* What to work on *
In the copy, include no pictures. Reproduce the rest of the entries exactly.

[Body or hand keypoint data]

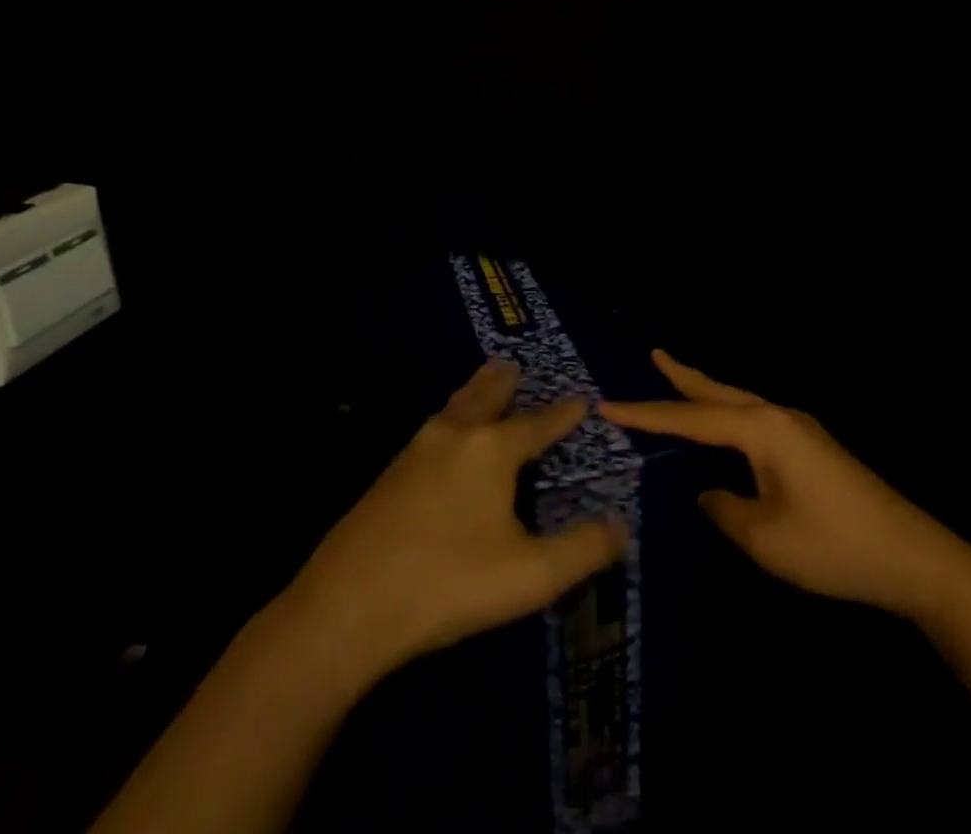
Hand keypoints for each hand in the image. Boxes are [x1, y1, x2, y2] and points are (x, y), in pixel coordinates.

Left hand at [284, 359, 628, 681]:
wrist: (349, 604)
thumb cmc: (450, 583)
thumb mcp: (530, 575)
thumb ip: (582, 550)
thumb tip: (621, 528)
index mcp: (492, 450)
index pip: (538, 424)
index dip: (563, 414)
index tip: (581, 399)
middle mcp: (455, 436)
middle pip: (485, 397)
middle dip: (504, 383)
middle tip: (513, 366)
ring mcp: (416, 451)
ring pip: (453, 408)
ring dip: (472, 393)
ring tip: (481, 383)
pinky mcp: (389, 474)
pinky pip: (431, 429)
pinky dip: (448, 417)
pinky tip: (441, 436)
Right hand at [602, 350, 970, 619]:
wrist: (917, 559)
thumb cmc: (835, 547)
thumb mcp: (766, 538)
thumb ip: (725, 510)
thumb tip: (709, 492)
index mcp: (762, 429)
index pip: (690, 419)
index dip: (646, 414)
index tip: (607, 406)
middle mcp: (778, 416)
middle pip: (718, 392)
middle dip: (682, 377)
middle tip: (653, 355)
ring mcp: (799, 429)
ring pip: (738, 402)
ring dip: (706, 393)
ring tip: (678, 381)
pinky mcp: (812, 446)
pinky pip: (755, 419)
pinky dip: (728, 413)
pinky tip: (726, 428)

* Answer section *
Hand keypoints for each hand in the image. Boxes are [x1, y1, x2, y2] and points are (x, y), in pixel coordinates.

Left hand at [284, 359, 628, 681]:
wrist: (349, 604)
thumb cmc: (450, 583)
thumb mcp: (530, 575)
thumb ip: (582, 550)
thumb tip: (621, 528)
index mcp: (492, 450)
index pip: (538, 424)
index dip: (563, 414)
index tip: (581, 399)
middle mcp: (455, 436)
middle pip: (485, 397)
middle dip: (504, 383)
middle tip: (513, 366)
ring mcp: (416, 451)
ring pip: (453, 408)
ring dip: (472, 393)
ring tip: (481, 383)
pinky mcp: (389, 474)
pinky pip: (431, 429)
pinky dip: (448, 417)
pinky tip: (441, 436)
Right hand at [602, 350, 970, 619]:
wrist: (917, 559)
thumb cmc: (835, 547)
thumb mcp: (766, 538)
thumb ip: (725, 510)
thumb tip: (709, 492)
index mcp: (762, 429)
index pip: (690, 419)
index dip: (646, 414)
index tip: (607, 406)
middle mcp: (778, 416)
middle pip: (718, 392)
middle dip: (682, 377)
middle tip: (653, 355)
ring mcp: (799, 429)
ring pip: (738, 402)
ring dip: (706, 393)
ring tip: (678, 381)
pinky mcp: (812, 446)
pinky pip: (755, 419)
pinky dip: (728, 413)
pinky tip: (726, 428)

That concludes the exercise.